* _Task brief_: Reproduce verbatim the final portion of the material below, from the line containing "Write the network" through its last line, and nothing else.

_ _ _

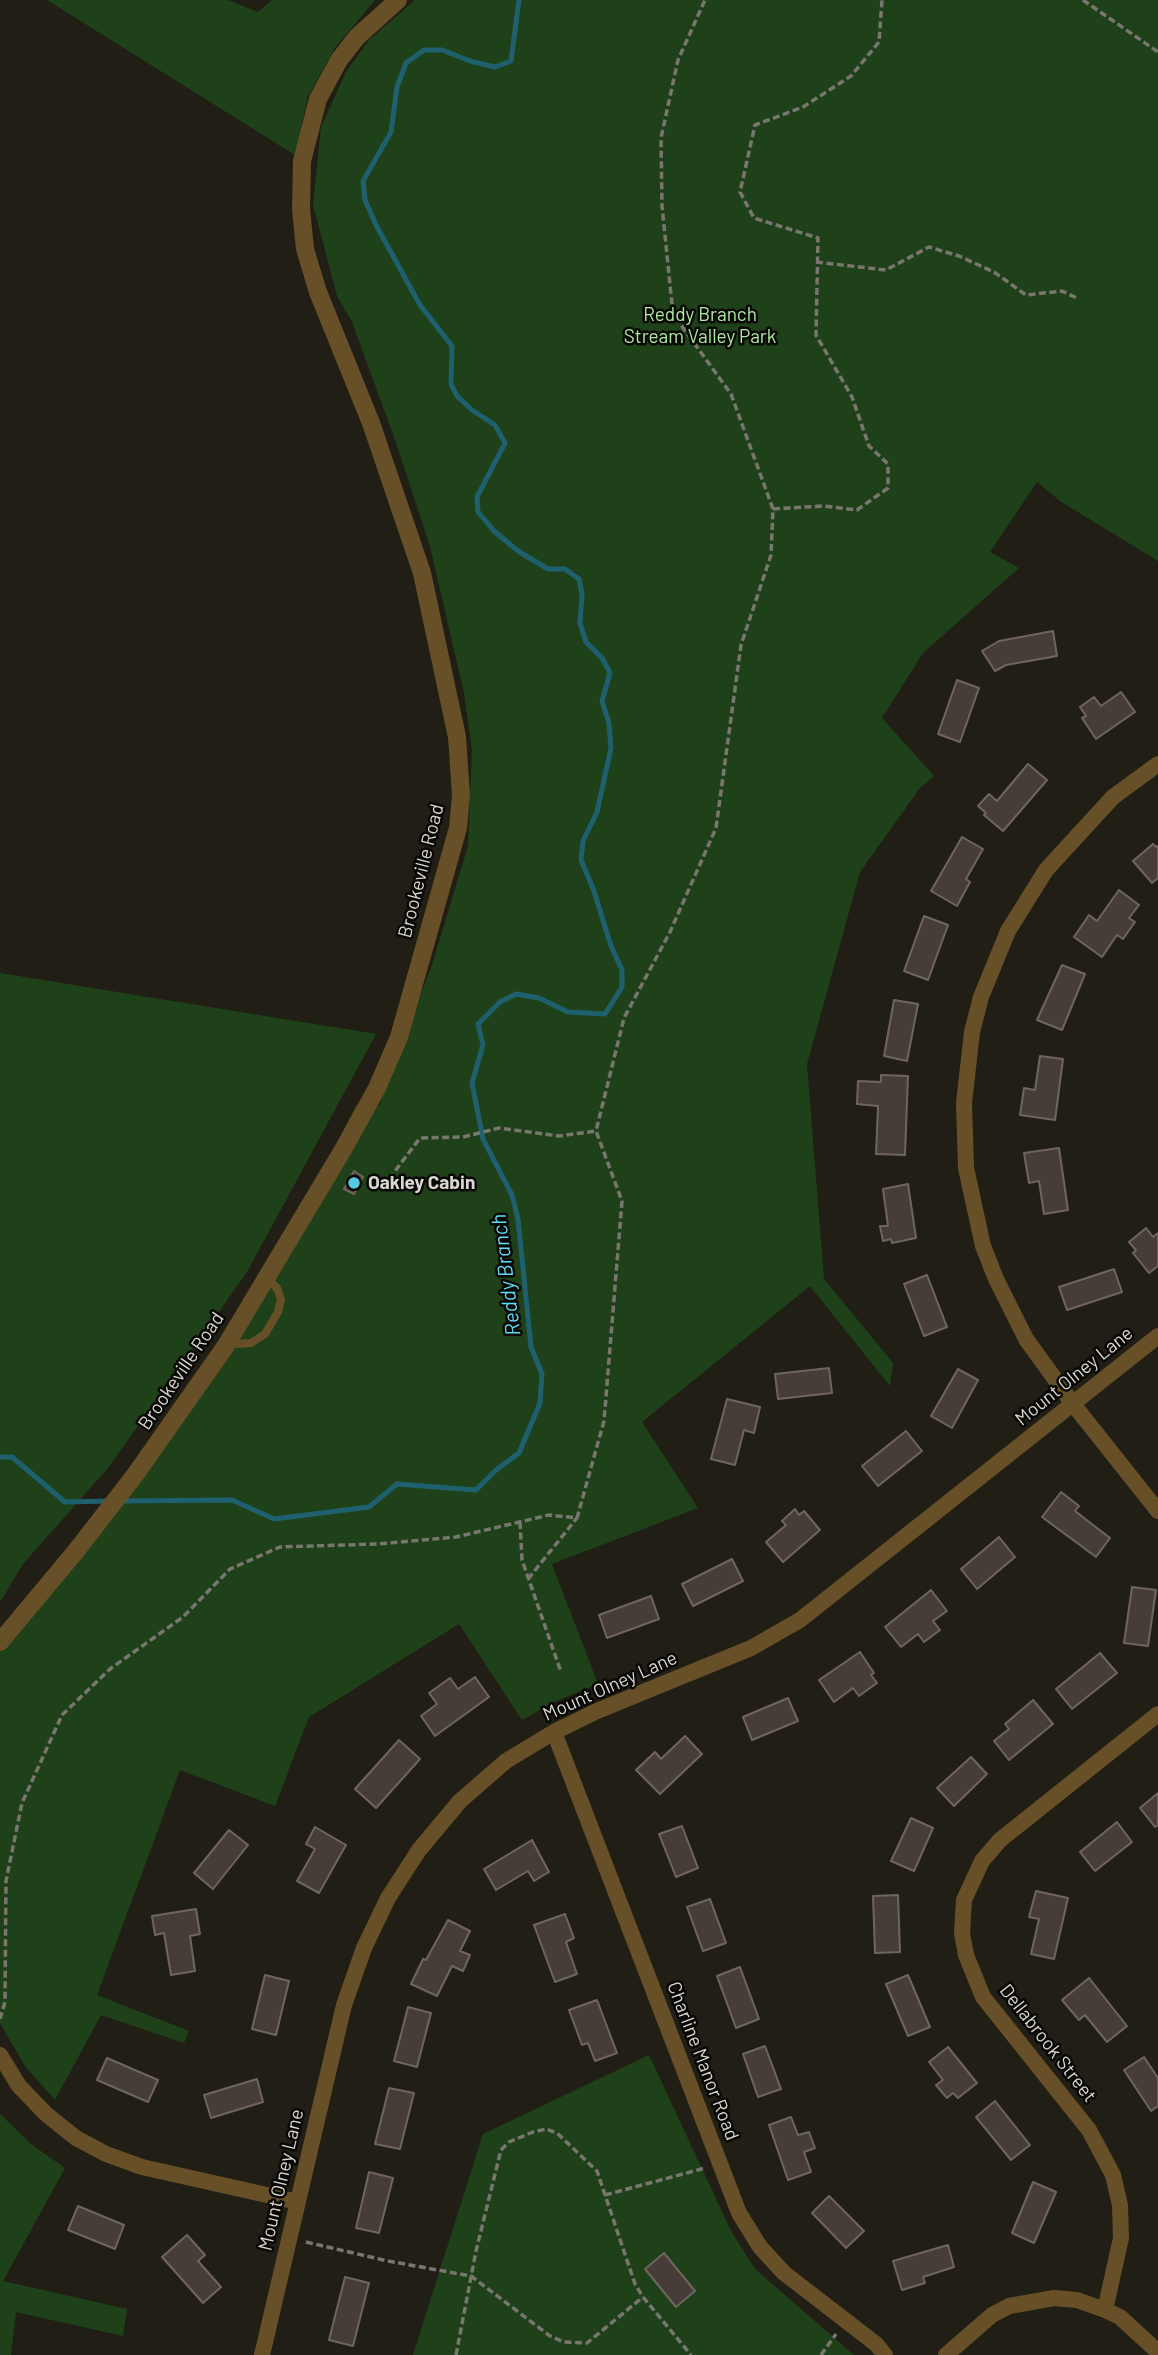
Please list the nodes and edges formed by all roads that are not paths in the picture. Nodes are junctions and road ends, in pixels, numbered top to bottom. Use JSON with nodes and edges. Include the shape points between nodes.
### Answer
{"nodes":[{"id":1,"x":398,"y":0,"type":"edge"},
{"id":2,"x":1158,"y":764,"type":"edge"},
{"id":3,"x":266,"y":1278,"type":"junction"},
{"id":4,"x":1158,"y":1336,"type":"edge"},
{"id":5,"x":228,"y":1342,"type":"junction"},
{"id":6,"x":1073,"y":1404,"type":"junction"},
{"id":7,"x":1158,"y":1511,"type":"edge"},
{"id":8,"x":0,"y":1642,"type":"edge"},
{"id":9,"x":1158,"y":1714,"type":"edge"},
{"id":10,"x":554,"y":1732,"type":"junction"},
{"id":11,"x":0,"y":2055,"type":"edge"},
{"id":12,"x":298,"y":2202,"type":"junction"},
{"id":13,"x":1105,"y":2310,"type":"junction"},
{"id":14,"x":1158,"y":2352,"type":"edge"},
{"id":15,"x":262,"y":2355,"type":"edge"},
{"id":16,"x":885,"y":2355,"type":"edge"},
{"id":17,"x":946,"y":2355,"type":"edge"}],
"edges":[{"from":1,"to":3,"type":"street","name":"Brookeville Road","via":[[357,37],[318,99],[302,161],[301,209],[305,249],[318,292],[371,423],[422,573],[457,737],[458,828],[383,1075]]},
{"from":2,"to":6,"type":"street","via":[[1113,797],[1046,870],[1009,931],[981,997],[972,1032],[964,1102],[966,1168],[984,1246],[1026,1339]]},
{"from":3,"to":5,"type":"street","name":"Brookeville Road"},
{"from":3,"to":5,"type":"lane","via":[[281,1299],[265,1334],[251,1343]]},
{"from":4,"to":6,"type":"street","name":"Mount Olney Lane"},
{"from":5,"to":8,"type":"street","name":"Brookeville Road","via":[[135,1475]]},
{"from":6,"to":7,"type":"street"},
{"from":6,"to":10,"type":"street","name":"Mount Olney Lane","via":[[800,1620],[751,1648]]},
{"from":9,"to":13,"type":"street","name":"Dellabrook Street","via":[[1000,1840],[982,1861],[964,1900],[966,1955],[983,1997],[1089,2130],[1113,2175],[1121,2205],[1121,2238]]},
{"from":10,"to":12,"type":"street","name":"Mount Olney Lane","via":[[506,1761],[460,1801],[419,1850],[388,1898],[344,2006]]},
{"from":10,"to":16,"type":"street","name":"Charline Manor Road","via":[[739,2213],[784,2273]]},
{"from":11,"to":12,"type":"street","via":[[19,2086],[46,2114],[106,2154],[142,2167]]},
{"from":12,"to":15,"type":"street","name":"Mount Olney Lane"},
{"from":13,"to":14,"type":"street","via":[[1120,2317]]},
{"from":13,"to":17,"type":"street","via":[[1054,2298],[1009,2306]]}]}
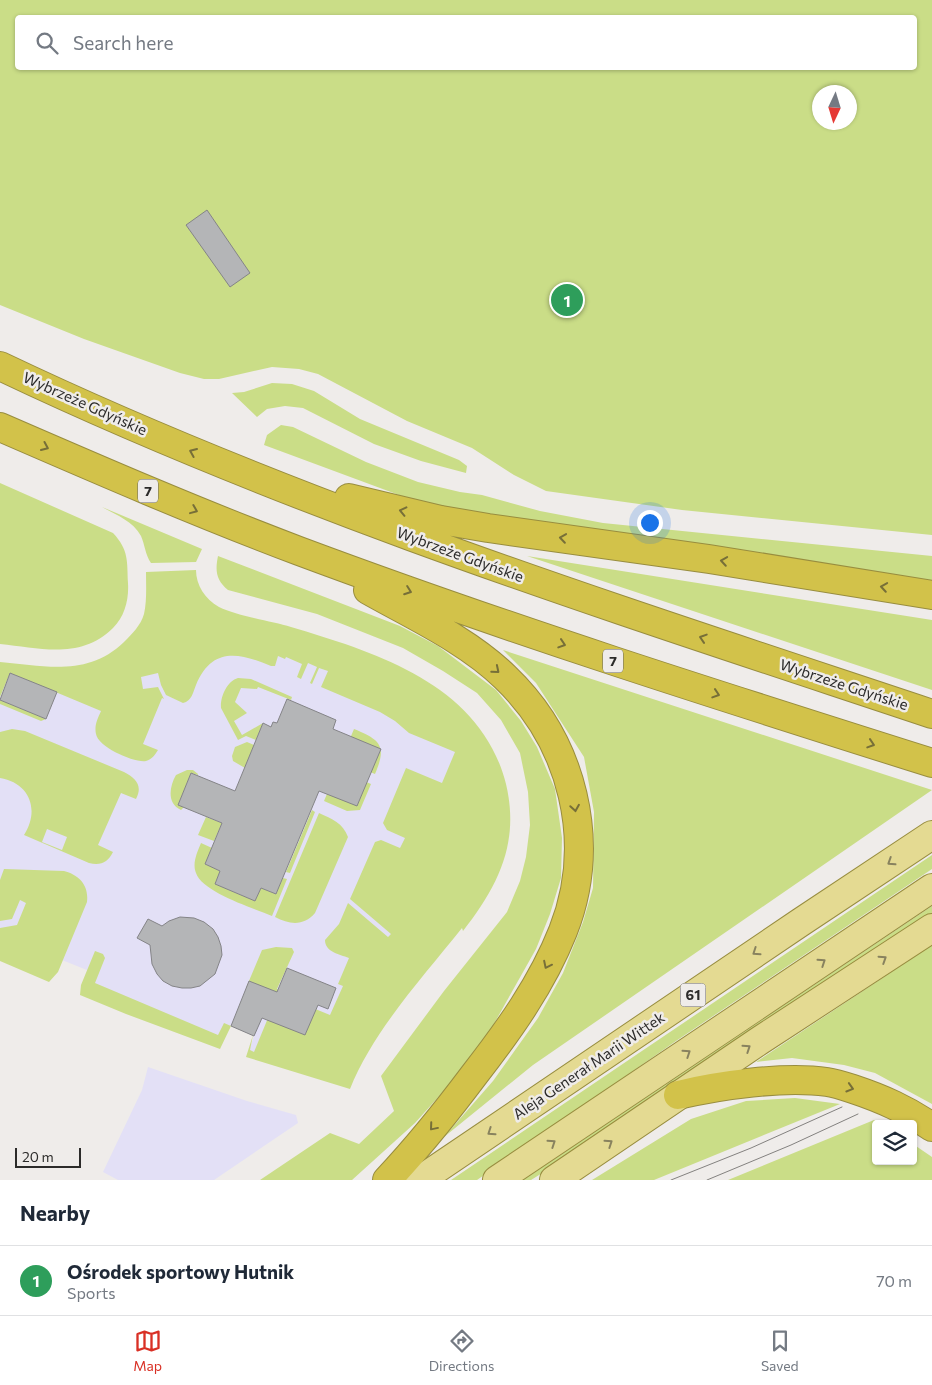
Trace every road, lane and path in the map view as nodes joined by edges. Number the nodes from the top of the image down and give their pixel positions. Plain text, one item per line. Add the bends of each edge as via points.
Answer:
1 (0, 366) edge
2 (0, 427) edge
3 (255, 476) junction
4 (297, 550) junction
5 (932, 595) edge
6 (932, 714) edge
7 (932, 763) edge
8 (932, 835) edge
9 (932, 888) edge
10 (932, 928) edge
11 (678, 1096) junction
12 (932, 1127) edge
13 (387, 1180) edge
14 (420, 1180) edge
15 (497, 1180) edge
16 (554, 1180) edge

3 -> 1 highway, Wybrzeże Gdyńskie
2 -> 4 highway, 7
5 -> 3 highway via 441,520
6 -> 3 highway, Wybrzeże Gdyńskie via 467,558
4 -> 7 highway, 7 via 533,635
4 -> 13 highway via 457,641 505,677 550,734 566,770 576,810 578,862 570,907 538,983 496,1048
8 -> 14 main road, Aleja Generał Marii Wittek / 61
15 -> 9 main road
11 -> 10 main road
11 -> 12 highway via 702,1089 765,1082 828,1082 875,1096 906,1110
16 -> 11 main road

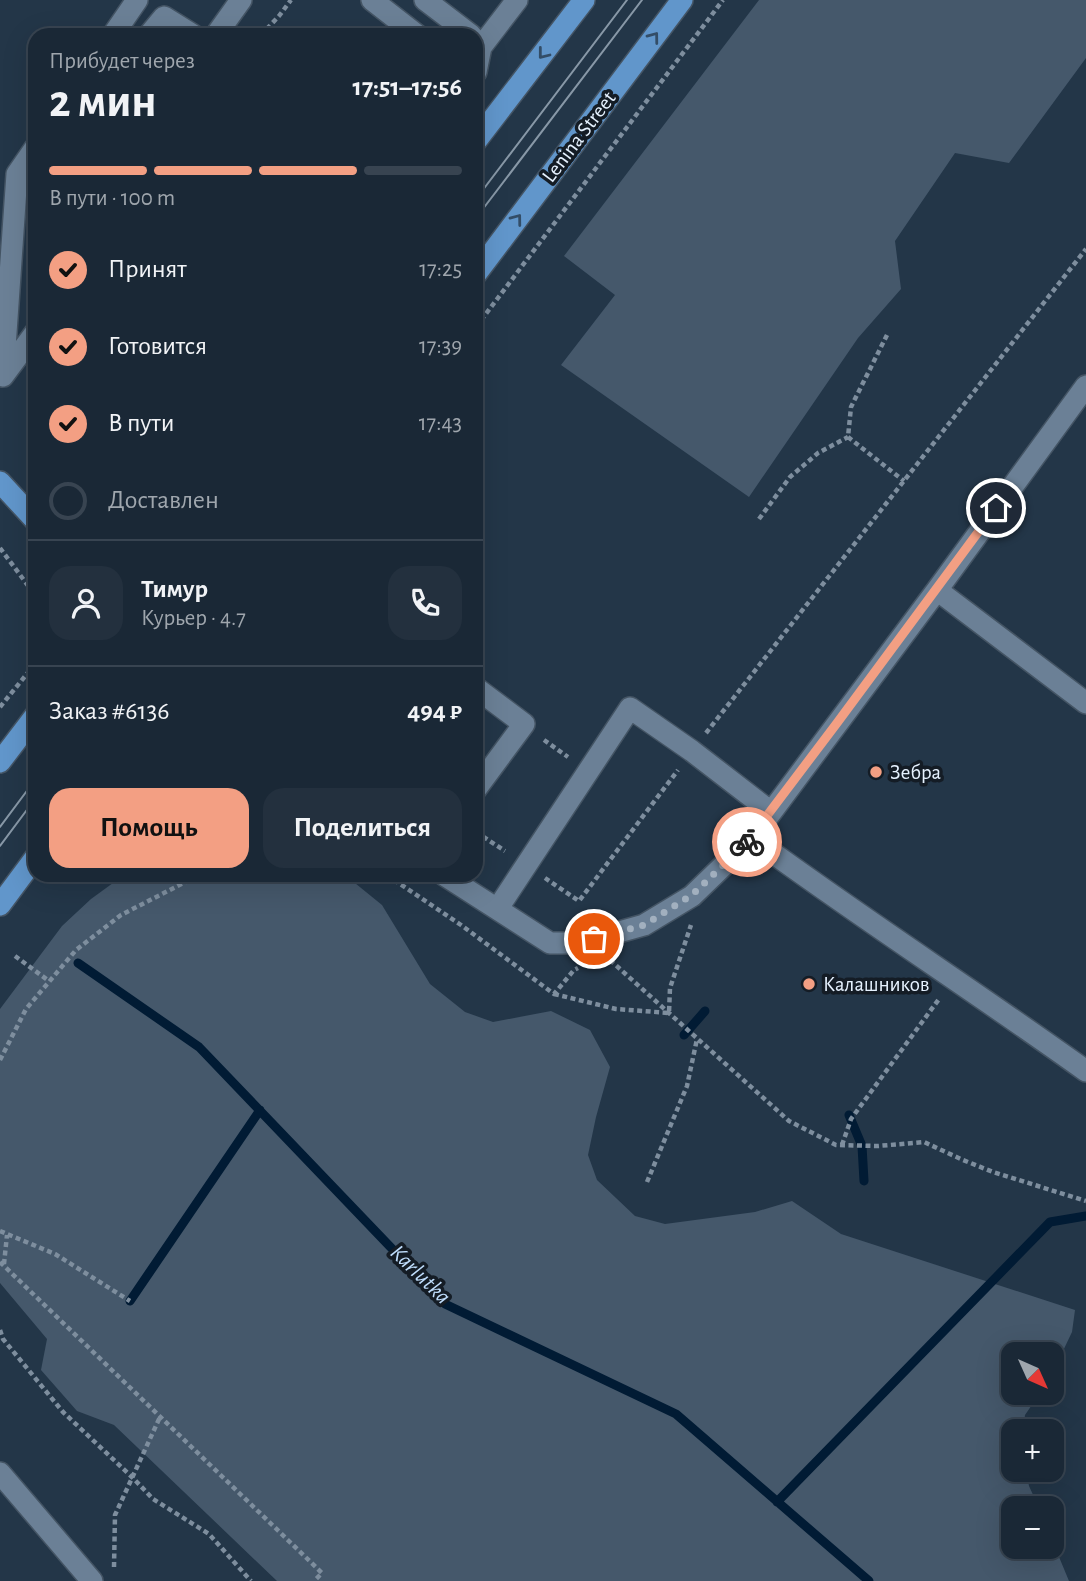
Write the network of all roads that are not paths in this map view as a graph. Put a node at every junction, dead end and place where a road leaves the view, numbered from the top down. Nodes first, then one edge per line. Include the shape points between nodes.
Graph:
1 (138, 0) edge
2 (241, 0) edge
3 (372, 0) edge
4 (425, 0) edge
5 (517, 0) edge
6 (584, 0) edge
7 (682, 0) edge
8 (118, 28) edge
9 (155, 28) edge
10 (182, 28) edge
11 (221, 28) edge
12 (408, 28) edge
13 (460, 28) edge
14 (483, 34) edge
15 (483, 132) edge
16 (28, 158) edge
17 (483, 265) edge
18 (28, 343) edge
19 (2, 378) edge
20 (1086, 386) edge
21 (1078, 412) edge
22 (0, 482) edge
23 (28, 512) edge
24 (937, 590) junction
25 (483, 693) edge
26 (1086, 703) edge
27 (28, 725) edge
28 (0, 762) edge
29 (483, 779) edge
30 (771, 812) junction
31 (752, 838) junction
32 (28, 867) edge
33 (455, 882) edge
34 (0, 905) edge
35 (498, 908) junction
36 (1086, 1071) edge
37 (0, 1473) edge
38 (92, 1581) edge

1 - 8 street
2 - 11 street
3 - 12 street
4 - 13 street
5 - 14 street
6 -> 15 main road
17 -> 7 main road, Lenina Street
9 - 10 street via 164,17
16 - 19 street via 17,174
18 - 19 street
20 - 21 street
21 - 24 street
22 - 23 main road
24 - 26 street
24 - 30 street
25 - 29 street via 523,724
27 - 28 main road
30 - 31 street
30 - 35 street via 631,708
31 - 35 street via 692,895 600,947 550,943
31 - 36 street
32 - 34 main road
33 - 35 street
37 - 38 street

_ _ _

* _Answer to this exercise_:
Write the network of all roads that are not paths in this map view as a graph. Put a node at every junction, dead end and place where a road leaves the view, numbered from the top down. Nodes first, then one edge per line. Include the shape points between nodes.
Graph:
1 (138, 0) edge
2 (241, 0) edge
3 (372, 0) edge
4 (425, 0) edge
5 (517, 0) edge
6 (584, 0) edge
7 (682, 0) edge
8 (118, 28) edge
9 (155, 28) edge
10 (182, 28) edge
11 (221, 28) edge
12 (408, 28) edge
13 (460, 28) edge
14 (483, 34) edge
15 (483, 132) edge
16 (28, 158) edge
17 (483, 265) edge
18 (28, 343) edge
19 (2, 378) edge
20 (1086, 386) edge
21 (1078, 412) edge
22 (0, 482) edge
23 (28, 512) edge
24 (937, 590) junction
25 (483, 693) edge
26 (1086, 703) edge
27 (28, 725) edge
28 (0, 762) edge
29 (483, 779) edge
30 (771, 812) junction
31 (752, 838) junction
32 (28, 867) edge
33 (455, 882) edge
34 (0, 905) edge
35 (498, 908) junction
36 (1086, 1071) edge
37 (0, 1473) edge
38 (92, 1581) edge

1 - 8 street
2 - 11 street
3 - 12 street
4 - 13 street
5 - 14 street
6 -> 15 main road
17 -> 7 main road, Lenina Street
9 - 10 street via 164,17
16 - 19 street via 17,174
18 - 19 street
20 - 21 street
21 - 24 street
22 - 23 main road
24 - 26 street
24 - 30 street
25 - 29 street via 523,724
27 - 28 main road
30 - 31 street
30 - 35 street via 631,708
31 - 35 street via 692,895 600,947 550,943
31 - 36 street
32 - 34 main road
33 - 35 street
37 - 38 street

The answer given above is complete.